What the exercise asks: Every line of the records that holds the word "Village" should be copied.
___
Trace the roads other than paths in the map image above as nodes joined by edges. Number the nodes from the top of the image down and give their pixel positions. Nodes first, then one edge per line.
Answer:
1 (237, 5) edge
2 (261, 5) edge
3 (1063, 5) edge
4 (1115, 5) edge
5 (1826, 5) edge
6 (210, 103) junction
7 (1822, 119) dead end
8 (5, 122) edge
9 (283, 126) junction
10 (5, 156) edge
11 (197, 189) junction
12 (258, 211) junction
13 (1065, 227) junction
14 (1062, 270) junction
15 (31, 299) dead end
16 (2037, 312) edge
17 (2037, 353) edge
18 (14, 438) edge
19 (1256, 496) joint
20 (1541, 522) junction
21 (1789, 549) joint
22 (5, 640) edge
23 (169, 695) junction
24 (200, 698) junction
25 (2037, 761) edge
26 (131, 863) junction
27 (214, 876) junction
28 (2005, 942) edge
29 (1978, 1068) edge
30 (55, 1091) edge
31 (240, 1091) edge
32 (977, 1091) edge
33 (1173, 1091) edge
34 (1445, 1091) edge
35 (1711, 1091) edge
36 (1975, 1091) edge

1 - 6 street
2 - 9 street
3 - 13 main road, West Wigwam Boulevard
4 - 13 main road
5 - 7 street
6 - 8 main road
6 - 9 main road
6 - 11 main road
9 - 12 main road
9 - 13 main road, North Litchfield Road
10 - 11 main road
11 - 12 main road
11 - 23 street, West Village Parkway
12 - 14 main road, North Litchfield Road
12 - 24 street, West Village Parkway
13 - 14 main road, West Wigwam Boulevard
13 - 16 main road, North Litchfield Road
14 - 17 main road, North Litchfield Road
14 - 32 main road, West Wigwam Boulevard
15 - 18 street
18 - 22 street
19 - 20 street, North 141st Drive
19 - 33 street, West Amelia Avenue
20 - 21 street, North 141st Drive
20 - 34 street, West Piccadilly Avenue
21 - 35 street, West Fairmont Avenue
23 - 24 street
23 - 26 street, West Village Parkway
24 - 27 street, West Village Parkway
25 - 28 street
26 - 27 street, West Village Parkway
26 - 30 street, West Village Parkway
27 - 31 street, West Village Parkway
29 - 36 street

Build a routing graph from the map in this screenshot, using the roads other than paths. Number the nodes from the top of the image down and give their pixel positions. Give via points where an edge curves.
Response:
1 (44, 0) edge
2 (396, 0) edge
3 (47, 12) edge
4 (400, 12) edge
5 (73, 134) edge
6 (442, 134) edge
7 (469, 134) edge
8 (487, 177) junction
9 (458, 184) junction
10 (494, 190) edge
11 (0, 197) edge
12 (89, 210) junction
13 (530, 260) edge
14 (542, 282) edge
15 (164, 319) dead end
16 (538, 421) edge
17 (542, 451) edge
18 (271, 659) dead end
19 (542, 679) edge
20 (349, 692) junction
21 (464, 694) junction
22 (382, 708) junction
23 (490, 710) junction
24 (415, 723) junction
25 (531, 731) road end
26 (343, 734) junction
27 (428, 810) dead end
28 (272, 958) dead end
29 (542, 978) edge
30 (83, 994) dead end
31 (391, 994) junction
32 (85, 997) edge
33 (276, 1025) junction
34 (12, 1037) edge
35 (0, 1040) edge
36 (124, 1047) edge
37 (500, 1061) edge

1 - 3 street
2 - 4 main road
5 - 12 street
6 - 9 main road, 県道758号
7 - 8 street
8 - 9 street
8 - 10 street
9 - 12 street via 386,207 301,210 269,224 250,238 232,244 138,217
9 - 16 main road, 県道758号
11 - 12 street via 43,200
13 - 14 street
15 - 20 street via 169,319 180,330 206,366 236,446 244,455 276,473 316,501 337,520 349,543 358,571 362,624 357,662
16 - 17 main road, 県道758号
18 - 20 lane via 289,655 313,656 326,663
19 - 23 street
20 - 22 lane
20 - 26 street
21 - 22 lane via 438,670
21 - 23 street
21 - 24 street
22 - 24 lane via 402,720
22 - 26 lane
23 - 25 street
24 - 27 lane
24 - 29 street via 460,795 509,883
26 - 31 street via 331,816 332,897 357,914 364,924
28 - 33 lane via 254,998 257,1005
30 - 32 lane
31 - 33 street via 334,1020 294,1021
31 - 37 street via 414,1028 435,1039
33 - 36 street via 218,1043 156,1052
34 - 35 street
___
Solution to this problem:
11 - 23 street, West Village Parkway
12 - 24 street, West Village Parkway
23 - 26 street, West Village Parkway
24 - 27 street, West Village Parkway
26 - 27 street, West Village Parkway
26 - 30 street, West Village Parkway
27 - 31 street, West Village Parkway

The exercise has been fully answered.